Work required: Starting at the first line of the entries below, restate each line exactly until you reach the line with "position:absolute; left:584px; top:415px;", and print that one too. Leave the pictures out and stop there.

Data entries:
════════════════

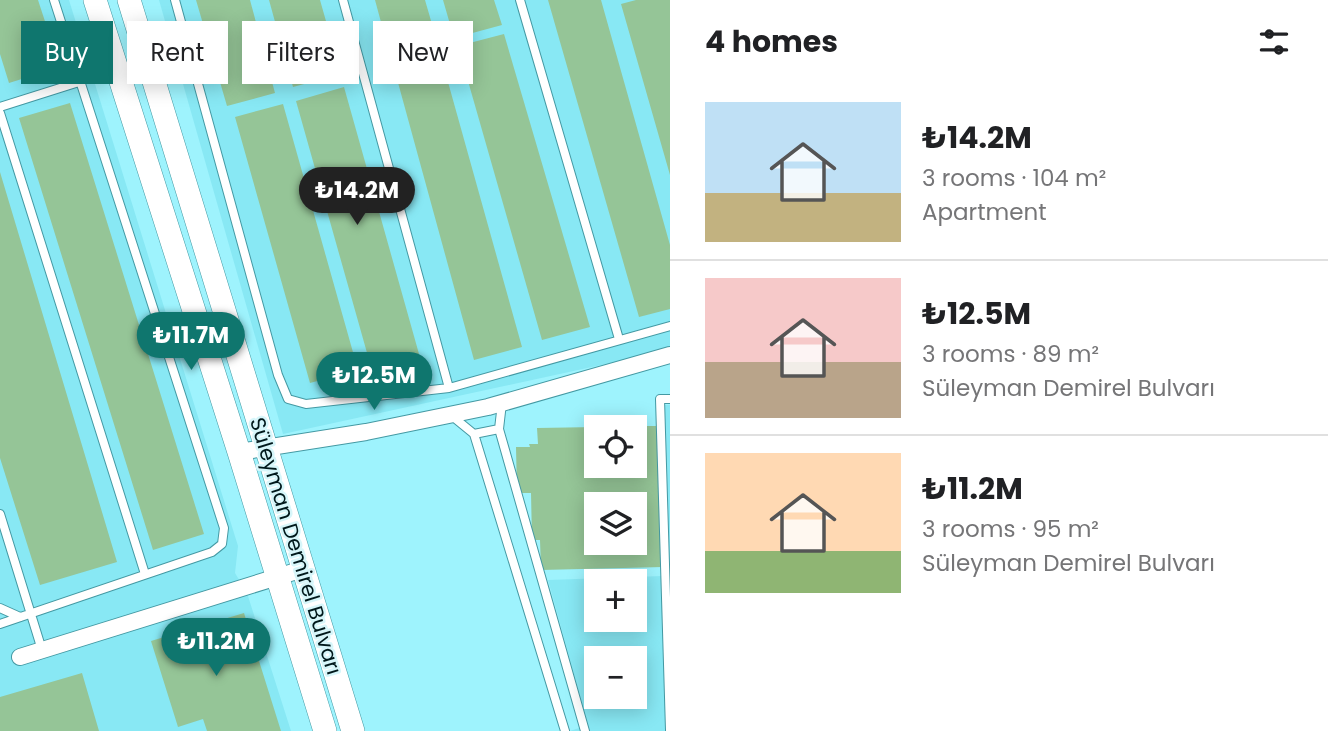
<!DOCTYPE html>
<html lang="en">
<head>
<meta charset="utf-8">
<style>
	:root { --surface:#fff; --page:#f6f6f6; --text:#202124; --muted:#757577; --line:#e0e0e0; --accent:#0f766e }
	body { margin:0; font-family:Poppins,sans-serif; background:var(--page); color:var(--text); height:100vh; display:flex; flex-direction:column; font-size:26px; white-space:nowrap }
	* { box-sizing:border-box; margin:0 }
	p { font-size:23px; color:var(--muted) }
	.icon { flex:none; width:38px; height:38px; fill:none; stroke:currentColor; stroke-width:2; stroke-linecap:round; stroke-linejoin:round }
	.map { position:relative; flex:1; overflow:hidden }
	.details { display:flex; flex-direction:column; background:var(--surface); width:658px }
	.details>* { flex:none }
	.top-card { position:absolute; left:21px; top:21px; width:542px; height:63px; display:flex; gap:14px }
	.fabs { position:absolute; left:584px; top:415px; display:grid; gap:14px }
	.fabs a { display:grid; place-items:center; width:63px; height:63px; border-radius:0px; background:var(--surface); box-shadow:0 4px 18px #0003; font-size:35px }
	.price { position:absolute; translate:-50% -60px; padding:0 16px; border-radius:24px; background:var(--accent); color:#fff; font-size:23px; line-height:46px; filter:drop-shadow(0 2px 4px #0008) }
	.price::after { content:''; position:absolute; left:50%; top:42px; width:21px; height:16px; margin-left:-10px; background:inherit; clip-path:polygon(0 0,100% 0,50% 100%) }
	.price.on { background:#222; color:#fff }
	ul { padding:0; list-style:none }
	li { display:flex; align-items:center; gap:21px; height:175px; padding:0 35px }
	li+li { border-top:2px solid var(--line) }
	li span { display:grid; place-items:center; flex:none; width:196px; height:140px; border-radius:0px; color:#555 }
	li>.icon { margin-inline-start:auto }
	span .icon { width:84px; height:84px; fill:#fffc; stroke-width:1 }
	li b { font-size:30px }
	h2 { display:flex; justify-content:space-between; align-items:center; height:84px; padding:0 35px; font-size:30px }
	.chip { padding:0 24px; border-radius:0px; background:var(--surface); box-shadow:0 4px 18px #0003; font-size:24px; line-height:63px }
	.chip.on { background:var(--accent); color:#fff }
	main { display:flex; flex:1; min-height:0 }
	.map>svg:first-child { display:block }
	.built { fill:#88e8f4; fill-rule:evenodd }
	.building { fill:#95c597; fill-rule:evenodd }
	.lines { fill:none; stroke-linecap:round; stroke-linejoin:round }
	.lane-casing { stroke:#4499a3; stroke-width:10 }
	.street-casing { stroke:#4499a3; stroke-width:18 }
	.secondary-casing { stroke:#4499a3; stroke-width:24 }
	.lane { stroke:#fff; stroke-width:8 }
	.street { stroke:#fff; stroke-width:16 }
	.secondary { stroke:#fff; stroke-width:23 }
	.labels { text-anchor:middle; dominant-baseline:central; stroke-width:5; stroke-linejoin:round; paint-order:stroke }
	.street-label { font-size:21px; fill:#00181b; stroke:#d7f6fa }
</style>
</head>
<body>
<main>
<div class="map">
<svg width="670" height="731" viewBox="0 0 670 731">
	<rect width="100%" height="100%" fill="#9ef3fd"/>
	<!-- built -->
	<path class="built" d="M0 0H69L238 546 235 573 247 593 291 731H0Z
		M159 0H670V350L283 434Z
		M659 405H670V731H570L588 725 548 580 663 576ZM597 581H635V620H597ZM597 658H635V696H597Z"/>
	<!-- building -->
	<path class="building" d="M0 0H38L60 67 9 83 0 54Z
		M196 0H250L275 93 227 106Z
		M269 0H320L341 74 293 87Z
		M375 0H425L438 45 391 59Z
		M443 0H494L502 25 454 38Z
		M548 0H601L670 245V309L639 317Z
		M636 0H670V175L621 4Z
		M504 34 590 327 542 340 458 46Z
		M441 57 522 347 474 360 394 68Z
		M344 87 419 354 371 367 296 101Z
		M70 103 204 534 153 550 19 118Z
		M283 104 358 370 310 383 235 117Z
		M0 172 117 562 40 585 0 458Z
		M635 426H659L663 567 541 570 540 540H532L531 493H517L516 447H530L529 444H538L537 428 597 427V466H635ZM597 504H635V542H597Z
		M244 613 281 731H207L203 719 178 727 151 641Z
		M82 673 99 731H0V697Z"/>
	<g class="lines">
		<!-- lane casing -->
		<g class="lane-casing">
			<path id="lane" d="M175 0 278 375 288 399 306 404 449 388 670 326
				M343 0 449 388
				M520 0 619 339
				M0 107 79 82
				M0 113 145 574
				M670 399H660L670 730
				M452 416 474 434
				M499 429 502 403
				M0 514 42 650
				M0 608 20 617
				M0 624 212 552 222 544 224 528 54 0
				M565 731 474 434 499 429 585 731"/>
		</g>
		<!-- street casing -->
		<g class="street-casing">
			<path id="street" d="M239 452 366 432 488 407 670 355
				M20 657 303 569"/>
		</g>
		<!-- secondary casing -->
		<g class="secondary-casing">
			<path id="secondary" d="M95 0 239 452 325 731
				M129 0 353 731"/>
		</g>
		<!-- lane -->
		<use href="#lane" class="lane"/>
		<!-- street -->
		<use href="#street" class="street"/>
		<!-- secondary -->
		<use href="#secondary" class="secondary"/>
	</g>
	<g class="labels">
		<!-- street labels -->
		<g class="street-label">
			<text transform="translate(296 546) rotate(73)">Süleyman Demirel Bulvarı</text>
		</g>
	</g>
</svg>
<div class="fabs">
<a><svg class="icon" aria-label="locate" viewBox="0 0 24 24"><circle cx="12" cy="12" r="6"/><path d="M12 2v4M12 18v4M2 12h4M18 12h4"/></svg></a>
<a><svg class="icon" aria-label="layers" viewBox="0 0 24 24"><path d="M12 4l9 5-9 5-9-5zM3 14l9 5 9-5"/></svg></a>
<a>+</a>
<a>−</a>
</div>
<b class="price on" style="left:357px;top:227px">₺14.2M</b>
<b class="price" style="left:191px;top:372px">₺11.7M</b>
<b class="price" style="left:374px;top:412px">₺12.5M</b>
<b class="price" style="left:216px;top:678px">₺11.2M</b>
<div class="top-card">
<a class="chip on">Buy</a>
<a class="chip">Rent</a>
<a class="chip">Filters</a>
<a class="chip">New</a>
</div>
</div>
<section class="details">
<h2>4 homes<svg class="icon" aria-label="filters" viewBox="0 0 24 24"><path d="M4 7h16M4 17h16"/><circle cx="9" cy="7" r="2"/><circle cx="15" cy="17" r="2"/></svg></h2>
<ul>
<li><span style="background:linear-gradient(#bfe0f5 65%,#c2b280 0)"><svg class="icon" aria-label="home" viewBox="0 0 24 24"><path d="M3 11l9-7 9 7M6 9v11h12V9"/></svg></span><div><b>₺14.2M</b><p>3 rooms · 104 m²</p><p>Apartment</p></div></li>
<li><span style="background:linear-gradient(#f6c9c9 60%,#b9a48a 0)"><svg class="icon" aria-label="home" viewBox="0 0 24 24"><path d="M3 11l9-7 9 7M6 9v11h12V9"/></svg></span><div><b>₺12.5M</b><p>3 rooms · 89 m²</p><p>Süleyman Demirel Bulvarı</p></div></li>
<li><span style="background:linear-gradient(#ffd9b3 70%,#8fb573 0)"><svg class="icon" aria-label="home" viewBox="0 0 24 24"><path d="M3 11l9-7 9 7M6 9v11h12V9"/></svg></span><div><b>₺11.2M</b><p>3 rooms · 95 m²</p><p>Süleyman Demirel Bulvarı</p></div></li>
</ul>
</section>
</main>
</body>
</html>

════════════════

Response to this task:
<!DOCTYPE html>
<html lang="en">
<head>
<meta charset="utf-8">
<style>
	:root { --surface:#fff; --page:#f6f6f6; --text:#202124; --muted:#757577; --line:#e0e0e0; --accent:#0f766e }
	body { margin:0; font-family:Poppins,sans-serif; background:var(--page); color:var(--text); height:100vh; display:flex; flex-direction:column; font-size:26px; white-space:nowrap }
	* { box-sizing:border-box; margin:0 }
	p { font-size:23px; color:var(--muted) }
	.icon { flex:none; width:38px; height:38px; fill:none; stroke:currentColor; stroke-width:2; stroke-linecap:round; stroke-linejoin:round }
	.map { position:relative; flex:1; overflow:hidden }
	.details { display:flex; flex-direction:column; background:var(--surface); width:658px }
	.details>* { flex:none }
	.top-card { position:absolute; left:21px; top:21px; width:542px; height:63px; display:flex; gap:14px }
	.fabs { position:absolute; left:584px; top:415px; display:grid; gap:14px }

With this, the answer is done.